● Your assignment: Among the lines of the records, find all that carry the word "Drive" and copy them.

Stored data entries:

——

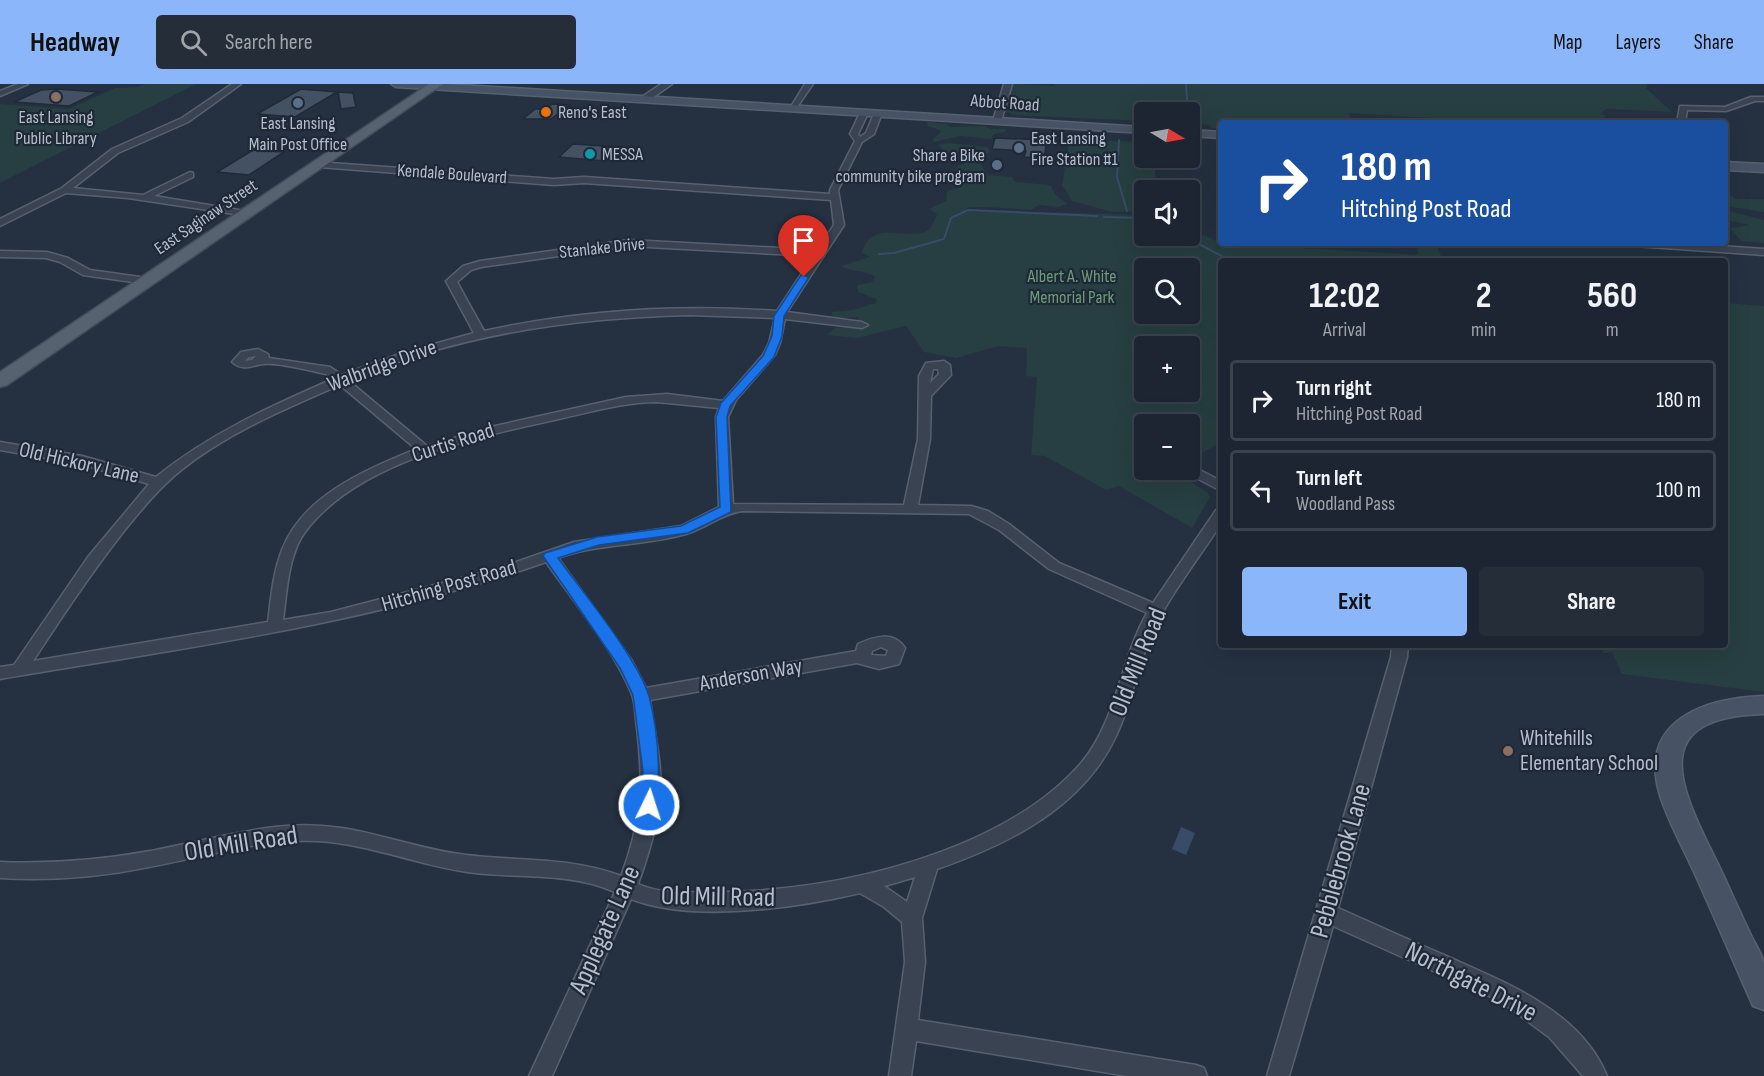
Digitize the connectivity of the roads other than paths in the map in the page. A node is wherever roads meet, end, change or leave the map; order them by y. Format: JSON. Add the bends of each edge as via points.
{"nodes":[{"id":1,"x":24,"y":84,"type":"edge"},
{"id":2,"x":237,"y":84,"type":"edge"},
{"id":3,"x":396,"y":84,"type":"edge"},
{"id":4,"x":669,"y":84,"type":"edge"},
{"id":5,"x":809,"y":84,"type":"edge"},
{"id":6,"x":1008,"y":84,"type":"edge"},
{"id":7,"x":435,"y":85,"type":"edge"},
{"id":8,"x":0,"y":94,"type":"edge"},
{"id":9,"x":645,"y":99,"type":"junction"},
{"id":10,"x":1764,"y":99,"type":"edge"},
{"id":11,"x":660,"y":100,"type":"junction"},
{"id":12,"x":792,"y":108,"type":"junction"},
{"id":13,"x":864,"y":113,"type":"junction"},
{"id":14,"x":879,"y":114,"type":"junction"},
{"id":15,"x":1681,"y":120,"type":"edge"},
{"id":16,"x":997,"y":121,"type":"junction"},
{"id":17,"x":1134,"y":129,"type":"edge"},
{"id":18,"x":1200,"y":134,"type":"edge"},
{"id":19,"x":1218,"y":135,"type":"edge"},
{"id":20,"x":859,"y":141,"type":"junction"},
{"id":21,"x":324,"y":161,"type":"junction"},
{"id":22,"x":1728,"y":166,"type":"edge"},
{"id":23,"x":1764,"y":168,"type":"edge"},
{"id":24,"x":190,"y":176,"type":"dead end"},
{"id":25,"x":65,"y":190,"type":"junction"},
{"id":26,"x":834,"y":197,"type":"junction"},
{"id":27,"x":144,"y":198,"type":"junction"},
{"id":28,"x":245,"y":214,"type":"junction"},
{"id":29,"x":0,"y":223,"type":"edge"},
{"id":30,"x":1678,"y":246,"type":"edge"},
{"id":31,"x":1764,"y":252,"type":"edge"},
{"id":32,"x":820,"y":253,"type":"junction"},
{"id":33,"x":0,"y":254,"type":"edge"},
{"id":34,"x":147,"y":281,"type":"junction"},
{"id":35,"x":779,"y":316,"type":"junction"},
{"id":36,"x":862,"y":325,"type":"dead end"},
{"id":37,"x":480,"y":333,"type":"junction"},
{"id":38,"x":262,"y":360,"type":"dead end"},
{"id":39,"x":340,"y":379,"type":"junction"},
{"id":40,"x":0,"y":381,"type":"edge"},
{"id":41,"x":926,"y":394,"type":"dead end"},
{"id":42,"x":725,"y":405,"type":"junction"},
{"id":43,"x":0,"y":446,"type":"edge"},
{"id":44,"x":423,"y":449,"type":"junction"},
{"id":45,"x":1200,"y":475,"type":"edge"},
{"id":46,"x":159,"y":482,"type":"junction"},
{"id":47,"x":1218,"y":485,"type":"edge"},
{"id":48,"x":726,"y":509,"type":"junction"},
{"id":49,"x":910,"y":509,"type":"junction"},
{"id":50,"x":1218,"y":517,"type":"edge"},
{"id":51,"x":549,"y":556,"type":"junction"},
{"id":52,"x":1155,"y":610,"type":"junction"},
{"id":53,"x":275,"y":625,"type":"junction"},
{"id":54,"x":1400,"y":648,"type":"edge"},
{"id":55,"x":861,"y":656,"type":"dead end"},
{"id":56,"x":19,"y":670,"type":"junction"},
{"id":57,"x":0,"y":673,"type":"edge"},
{"id":58,"x":641,"y":695,"type":"junction"},
{"id":59,"x":1764,"y":705,"type":"edge"},
{"id":60,"x":929,"y":864,"type":"junction"},
{"id":61,"x":0,"y":870,"type":"edge"},
{"id":62,"x":864,"y":885,"type":"junction"},
{"id":63,"x":627,"y":887,"type":"junction"},
{"id":64,"x":1328,"y":913,"type":"junction"},
{"id":65,"x":912,"y":918,"type":"junction"},
{"id":66,"x":1755,"y":959,"type":"edge"},
{"id":67,"x":1764,"y":996,"type":"edge"},
{"id":68,"x":908,"y":1029,"type":"junction"},
{"id":69,"x":540,"y":1076,"type":"edge"},
{"id":70,"x":900,"y":1076,"type":"edge"},
{"id":71,"x":1196,"y":1076,"type":"edge"},
{"id":72,"x":1278,"y":1076,"type":"edge"},
{"id":73,"x":1596,"y":1076,"type":"edge"}],
"edges":[{"from":1,"to":8,"type":"street"},
{"from":2,"to":25,"type":"street","via":[[185,120],[111,156]]},
{"from":3,"to":7,"type":"main road","name":"Abbot Road"},
{"from":4,"to":9,"type":"street"},
{"from":4,"to":11,"type":"street","via":[[671,89]]},
{"from":5,"to":12,"type":"street"},
{"from":6,"to":16,"type":"street"},
{"from":7,"to":9,"type":"main road","name":"Abbot Road"},
{"from":7,"to":21,"type":"main road","name":"East Saginaw Street"},
{"from":9,"to":11,"type":"main road","name":"Abbot Road"},
{"from":10,"to":15,"type":"street","via":[[1726,109],[1683,108]]},
{"from":11,"to":12,"type":"main road","name":"Abbot Road"},
{"from":12,"to":13,"type":"main road","name":"Abbot Road"},
{"from":13,"to":14,"type":"main road","name":"Abbot Road"},
{"from":13,"to":20,"type":"street","via":[[854,134]]},
{"from":14,"to":16,"type":"main road","name":"Abbot Road"},
{"from":14,"to":20,"type":"street","via":[[870,134]]},
{"from":16,"to":17,"type":"main road","name":"Abbot Road"},
{"from":18,"to":19,"type":"main road"},
{"from":20,"to":26,"type":"street"},
{"from":21,"to":26,"type":"street","name":"Kendale Boulevard","via":[[554,182],[584,180]]},
{"from":21,"to":28,"type":"main road","name":"East Saginaw Street"},
{"from":22,"to":23,"type":"main road"},
{"from":24,"to":27,"type":"street"},
{"from":25,"to":27,"type":"street"},
{"from":25,"to":29,"type":"street"},
{"from":26,"to":32,"type":"street","via":[[839,225]]},
{"from":27,"to":28,"type":"street"},
{"from":28,"to":34,"type":"main road","name":"East Saginaw Street"},
{"from":30,"to":31,"type":"street"},
{"from":32,"to":35,"type":"street"},
{"from":32,"to":37,"type":"street","name":"Stanlake Drive","via":[[629,243],[480,264],[466,268],[451,282]]},
{"from":33,"to":34,"type":"street","via":[[47,255],[87,273]]},
{"from":34,"to":40,"type":"main road","name":"East Saginaw Street"},
{"from":35,"to":36,"type":"street","name":"Walbridge Drive"},
{"from":35,"to":37,"type":"street","name":"Walbridge Drive","via":[[733,312],[620,313]]},
{"from":35,"to":42,"type":"street","via":[[777,336],[768,357]]},
{"from":37,"to":39,"type":"street","name":"Walbridge Drive"},
{"from":38,"to":39,"type":"street","via":[[330,371]]},
{"from":39,"to":44,"type":"street"},
{"from":39,"to":46,"type":"street","name":"Walbridge Drive","via":[[231,431]]},
{"from":41,"to":49,"type":"street","via":[[925,435]]},
{"from":42,"to":44,"type":"street","name":"Curtis Road","via":[[671,398],[625,401],[477,433]]},
{"from":42,"to":48,"type":"street","via":[[722,417]]},
{"from":43,"to":46,"type":"street","name":"Old Hickory Lane","via":[[82,459]]},
{"from":44,"to":53,"type":"street","name":"Curtis Road","via":[[354,484],[320,508],[300,530],[290,548]]},
{"from":45,"to":47,"type":"street"},
{"from":46,"to":56,"type":"street","name":"Walbridge Drive","via":[[104,547]]},
{"from":48,"to":49,"type":"street","name":"Hitching Post Road"},
{"from":48,"to":51,"type":"street","name":"Hitching Post Road","via":[[684,530],[597,541]]},
{"from":49,"to":52,"type":"street","name":"Hitching Post Road","via":[[960,509],[985,514],[1053,566]]},
{"from":50,"to":52,"type":"street","name":"Old Mill Road"},
{"from":51,"to":53,"type":"street","name":"Hitching Post Road","via":[[387,604]]},
{"from":51,"to":58,"type":"street","name":"Applegate Lane","via":[[626,665]]},
{"from":52,"to":60,"type":"street","name":"Old Mill Road","via":[[1132,663],[1116,720],[1103,748],[1087,769],[1022,824]]},
{"from":53,"to":56,"type":"street","name":"Hitching Post Road"},
{"from":54,"to":64,"type":"street","name":"Pebblebrook Lane"},
{"from":55,"to":58,"type":"street","name":"Anderson Way"},
{"from":56,"to":57,"type":"street","name":"Hitching Post Road"},
{"from":58,"to":63,"type":"street","name":"Applegate Lane","via":[[651,771],[649,805],[641,850]]},
{"from":59,"to":66,"type":"main road","via":[[1723,708],[1699,716],[1678,734],[1669,760],[1673,795]]},
{"from":60,"to":62,"type":"street","name":"Old Mill Road"},
{"from":60,"to":65,"type":"street"},
{"from":61,"to":63,"type":"street","name":"Old Mill Road","via":[[45,873],[113,867],[242,838],[300,831],[342,834],[458,862],[600,878]]},
{"from":62,"to":63,"type":"street","name":"Old Mill Road","via":[[806,896],[732,901],[647,896]]},
{"from":62,"to":65,"type":"street"},
{"from":63,"to":69,"type":"street","name":"Applegate Lane"},
{"from":64,"to":72,"type":"street","name":"Pebblebrook Lane"},
{"from":64,"to":73,"type":"street","name":"Northgate Drive","via":[[1533,1009],[1575,1048]]},
{"from":65,"to":68,"type":"street","via":[[915,962]]},
{"from":66,"to":67,"type":"main road"},
{"from":68,"to":70,"type":"street"},
{"from":68,"to":71,"type":"street"}]}
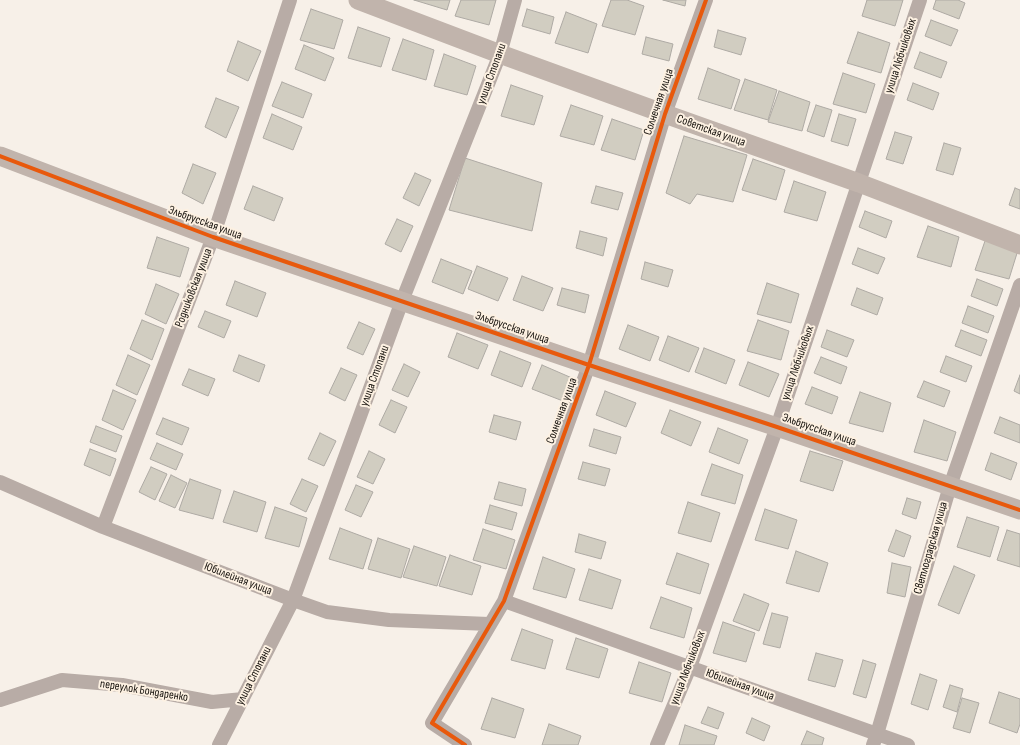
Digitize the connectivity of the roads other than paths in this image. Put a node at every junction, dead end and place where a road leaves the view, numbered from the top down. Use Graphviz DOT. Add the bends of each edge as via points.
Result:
graph roads {
  1 [pos="290,0"];
  2 [pos="358,0"];
  3 [pos="515,0"];
  4 [pos="706,0"];
  5 [pos="920,0"];
  6 [pos="500,54"];
  7 [pos="664,114"];
  8 [pos="0,156"];
  9 [pos="859,183"];
  10 [pos="214,237"];
  11 [pos="1020,245"];
  12 [pos="1020,285"];
  13 [pos="402,301"];
  14 [pos="589,365"];
  15 [pos="777,426"];
  16 [pos="0,482"];
  17 [pos="950,486"];
  18 [pos="1020,510"];
  19 [pos="103,527"];
  20 [pos="293,600"];
  21 [pos="504,601"];
  22 [pos="489,624"];
  23 [pos="690,667"];
  24 [pos="243,699"];
  25 [pos="0,700"];
  26 [pos="875,740"];
  27 [pos="219,745"];
  28 [pos="465,745"];
  29 [pos="657,745"];
  30 [pos="908,745"];
  1 -- 10 [label="street, Родниковская улица"];
  2 -- 6 [label="street, Советская улица"];
  3 -- 6 [label="street, улица Стопани"];
  4 -- 7 [label="street, Солнечная улица"];
  5 -- 9 [label="street, улица Любчиковых"];
  6 -- 7 [label="street, Советская улица"];
  6 -- 13 [label="street, улица Стопани"];
  7 -- 9 [label="street, Советская улица"];
  7 -- 14 [label="street, Солнечная улица"];
  8 -- 10 [label="street, Эльбрусская улица"];
  9 -- 11 [label="street, Советская улица"];
  9 -- 15 [label="street, улица Любчиковых"];
  10 -- 13 [label="street, Эльбрусская улица"];
  10 -- 19 [label="street, Родниковская улица"];
  12 -- 17 [label="street, Светлоградская улица"];
  13 -- 14 [label="street, Эльбрусская улица"];
  13 -- 20 [label="street, улица Стопани"];
  14 -- 15 [label="street, Эльбрусская улица"];
  14 -- 21 [label="street, Солнечная улица"];
  15 -- 17 [label="street, Эльбрусская улица"];
  15 -- 23 [label="street, улица Любчиковых"];
  16 -- 19 [label="street, Юбилейная улица"];
  17 -- 18 [label="street, Эльбрусская улица"];
  17 -- 26 [label="street, Светлоградская улица"];
  19 -- 20 [label="street, Юбилейная улица"];
  20 -- 22 [label="street, Юбилейная улица" via="328,612 389,620"];
  20 -- 24 [label="street, улица Стопани"];
  21 -- 22 [label="street, Солнечная улица"];
  21 -- 23 [label="street, Юбилейная улица"];
  22 -- 28 [label="street, Солнечная улица" via="432,723"];
  23 -- 26 [label="street, Юбилейная улица"];
  23 -- 29 [label="street, улица Любчиковых"];
  24 -- 25 [label="street, переулок Бондаренко" via="212,702 122,685 62,680"];
  24 -- 27 [label="street, улица Стопани"];
  26 -- 30 [label="street, Юбилейная улица"];
}
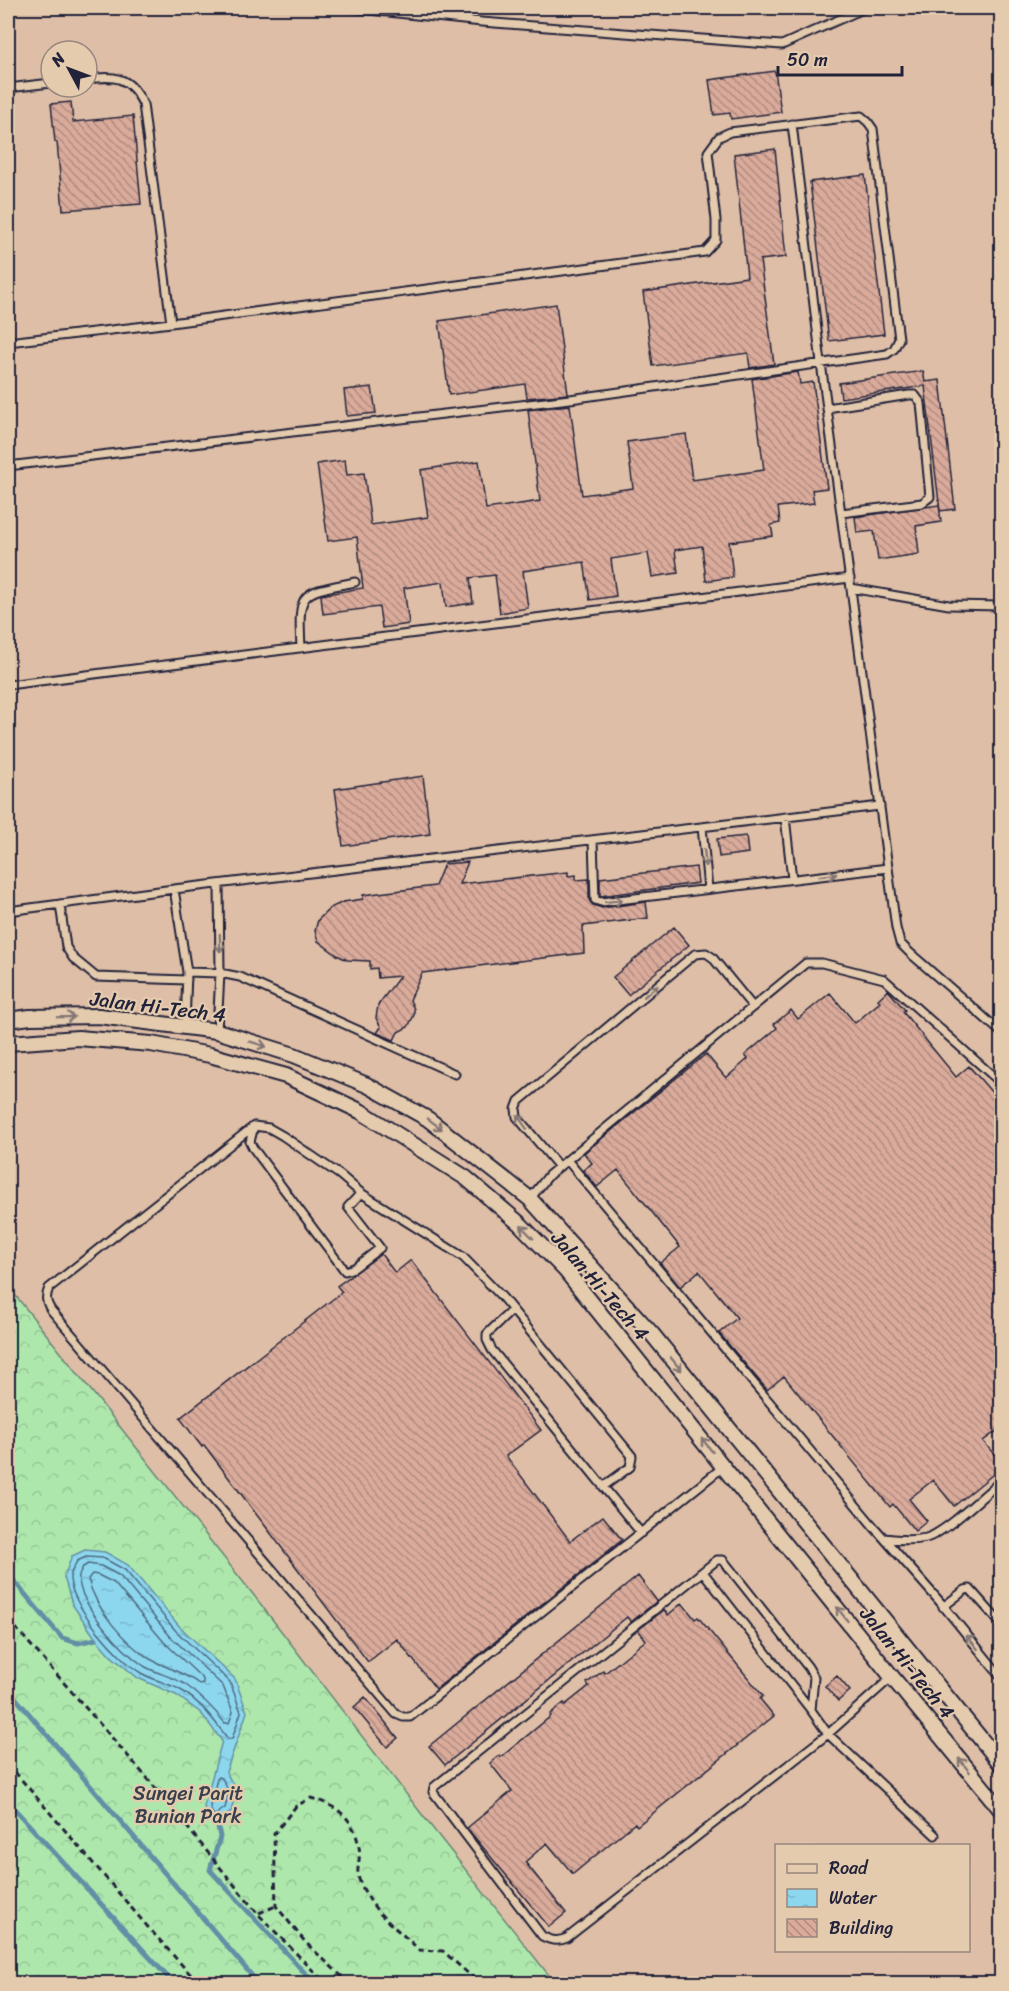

——

● Answer box:
{"from":32,"to":37,"type":"street","name":"Stanlake Drive","via":[[629,243],[480,264],[466,268],[451,282]]},
{"from":35,"to":36,"type":"street","name":"Walbridge Drive"},
{"from":35,"to":37,"type":"street","name":"Walbridge Drive","via":[[733,312],[620,313]]},
{"from":37,"to":39,"type":"street","name":"Walbridge Drive"},
{"from":39,"to":46,"type":"street","name":"Walbridge Drive","via":[[231,431]]},
{"from":46,"to":56,"type":"street","name":"Walbridge Drive","via":[[104,547]]},
{"from":64,"to":73,"type":"street","name":"Northgate Drive","via":[[1533,1009],[1575,1048]]},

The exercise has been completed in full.